For example, if you had a UDF named formula, you would see these attributes:

ksql-udf-formula-avg
ksql-udf-formula-count
ksql-udf-formula-max
ksql-udf-formula-rate

Here are what each of these suffixes mean.

avg

Average time for an invocation of the function.

count

Total number of invocations of the function.

max

Max time for an invocation of the function.

rate

The average number of invocations per second of the function.

Command runner¶

Metrics that describe the health of the CommandRunner thread, which enables each node to participate in distributed computation.

1	`io.confluent.ksql.metrics:type=_confluent-ksql-rest-app-command-runner`

Attributes¶

Thread status

status

The status of the commandRunner thread as it processes the command topic.

RocksDB¶

Metrics that report the resource utilization for RocksDB. If RocksDB runs out of resources, it spools to disk, affecting performance.

Run the free -m command to check for high cache usage.
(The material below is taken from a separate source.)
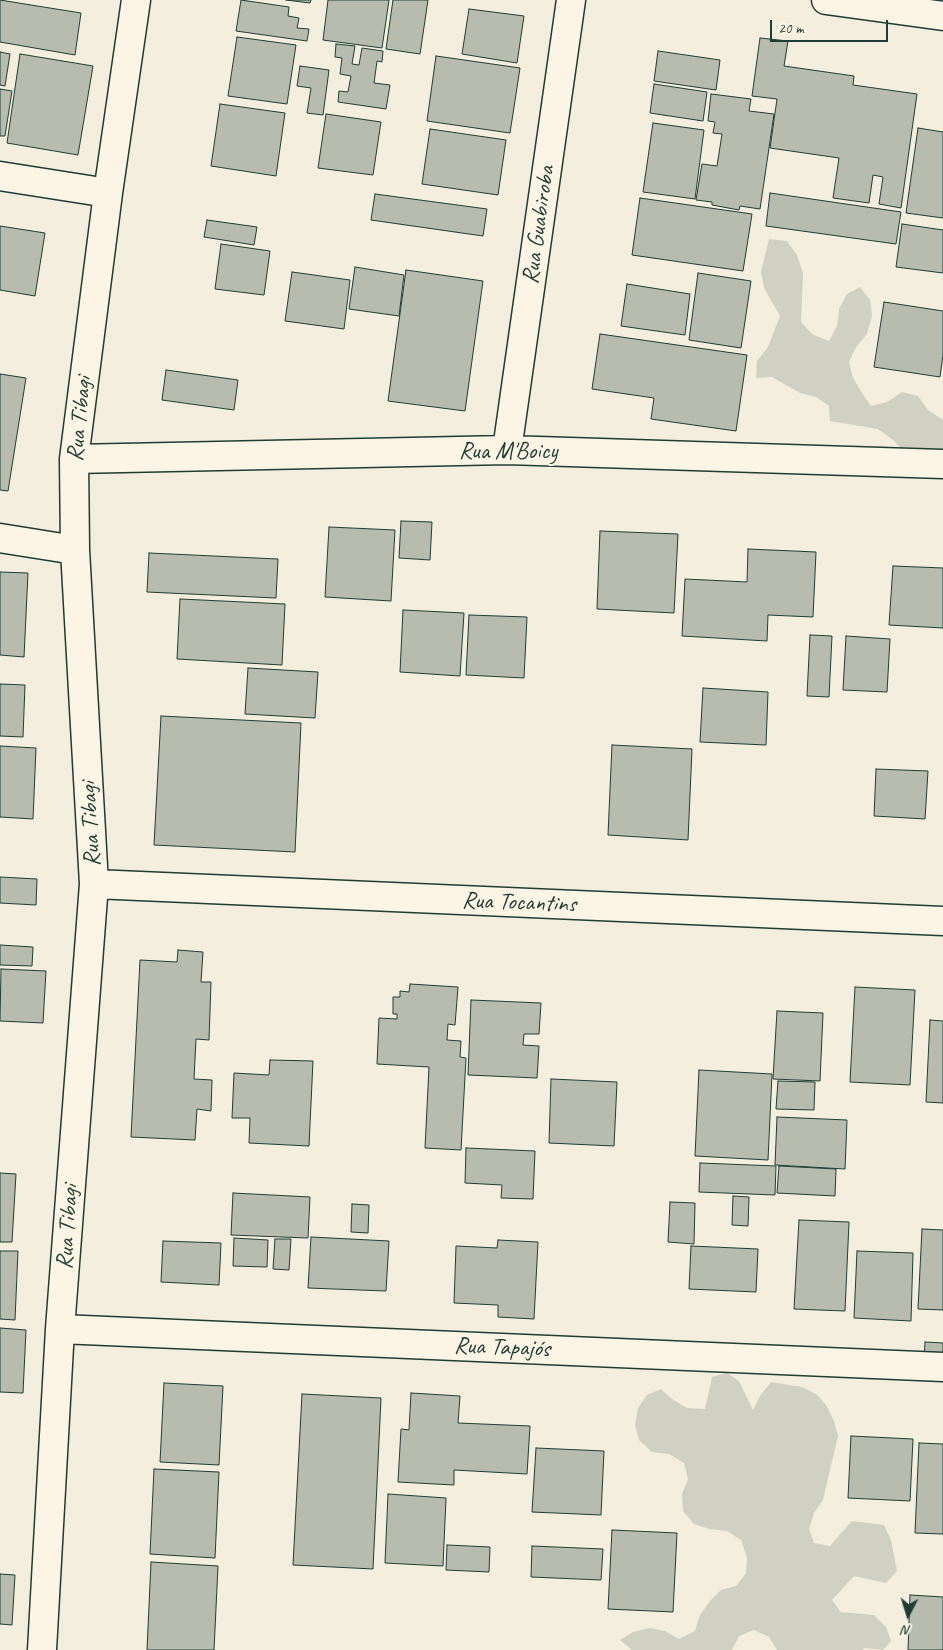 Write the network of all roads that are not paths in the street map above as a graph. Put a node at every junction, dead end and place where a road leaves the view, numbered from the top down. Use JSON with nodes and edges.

You may see that the process is running at its configured memory threshold.

Also, you can check the following JMX metrics for high usage.

1	`io.confluent.ksql.metrics:type=_ksql-rocksdb-aggregates`

Attributes¶

Block cache usage

block-cache-usage

Bytes allocated for the block cache.

Note

The block-cache-usage metric is distinct from the OS page cache reported by the free -m command.

Current size of all memory tables

cur-size-all-mem-tables

Amount of memory allocated for the write buffer.

Last update: 2022-08-19